EDHO, 10 sezon da geçse asla konusu bitmeyecek, tıkanmayacak ve hala aynı şekilde izlenecek nitelikte bir dizi… Hiçbir yapımın onun önüne geçebileceğini düşünmüyorum. Ama aynı akşam öyle bir dizi daha var ki; EDHO’yu takip etmeyen kitlenin favori dizisi… Hayat Şarkısı yani. Uzun zaman sonra anti bir karakterin başrol olarak karşımıza çıktığı, hedefleri uğruna her türlü kötülüğü yapmaya hazır olan bir kadının ve alışılagelmişin dışında janti bir işadamı olmayan, patronluk taslamayan, aşkından kör olmayan ve mantığıyla hareket eden bir adamın hikayesi… Bunların yanında bir de öyle iki güzel karakter kondurulmuş ki diziye, resmen onlar için aç izle ve mest ol… İlki Tayanç Ayaydın’ın canlandırdığı; mükemmel aşık, mükemmel baba, sevmekte bir numara olan ve birinciliği kimseye kaptırmayacak olan Hüseyin, ikincisi ise Ahmet Mümtaz Taylan’ın hayat verdiği, ailesi için herşeyi yapabilecek olan, kalbi bu dünya kadar kocaman ve çocuklarına gerçekten sevmeyi öğreten adam Bayram Baba… Tabii ki diğer karakterlerin; Mahir’in, Zeynep’in, Melek’in, Kaya’nın pabucunu dama atamam ama onlar bir başka işte. Diziyi gerçekten izlenilesi kılan adamlar… O Ses Türkiye ile çakışmasaydı eminim ki listede EDHO’dan sonra ikinciliği kaptırmazdı ama maalesef O Ses’in klasikleşmiş ve programa sadık bir izleyici kitlesi var.
Bir de Hayat Şarkısı’nın flashback avantajı var… Hülya’nın geçmişi bize öyle güzel anlatılıyor ki… Most yapım bunu çok iyi beceriyor. Merhamet’te de aynı şekilde işlenmişti flashback sahneleri, Hayat Şarkısı’nda da aynı şekilde… Küçük Hülya’nın bile bir fan grubu var! Kerim’e daha ilk günden kafayı takması ve eninde sonunda istediğini elde edip onunla evlenmesi Hülya’nın ne kadar gözü kara olduğunun göstergesi. Kara Melek’ten bu yana bir anti karakterin başrol olarak karşımıza çıktığı ikinci en iyi dizi Hayat Şarkısı… İlki Karagül’ün Kendal’ı tabii ki! Onu unutmak olur mu?…
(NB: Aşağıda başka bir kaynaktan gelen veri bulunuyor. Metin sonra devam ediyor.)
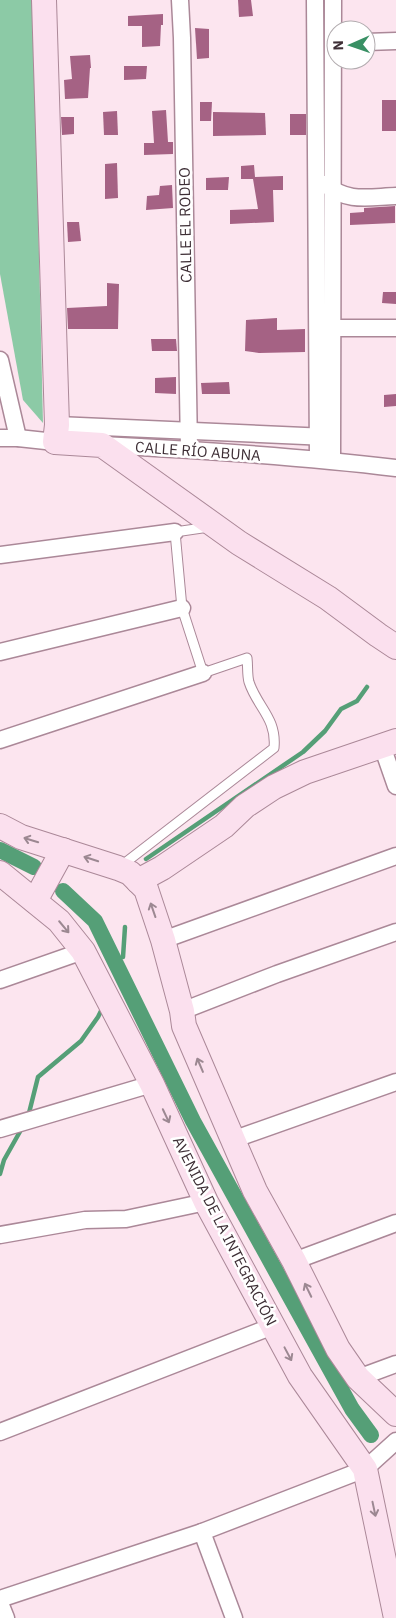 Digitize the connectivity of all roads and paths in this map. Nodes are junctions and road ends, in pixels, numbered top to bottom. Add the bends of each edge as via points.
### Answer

Bir de EDHO, O Ses Türkiye ve Hayat Şarkısı’nın ardından gelen iki tane sıcacık, içi mizah dolu, aile dizileri var; Familya ve Gülümse Yeter… Gülümse Yeter’e çok fazla bakma fırsatı bulamasam da denk gelince kanal değiştirmeyeceğim bir dizi olduğunu gördüm. Komik, sıcak, insanı iki saatliğine olduğu yerden alıp götüren bir dizi… Erdal Özyağcılar ve Erkan Sever çok iyi işler çıkarıyorlar. Genç kadroda iste sadece Yılmaz Kunt hariç hepsinin yerli yerinde olduğunu düşünüyorum. Fakat gerçekten Yılmaz Kunt’un kendisini geliştirmesi şart…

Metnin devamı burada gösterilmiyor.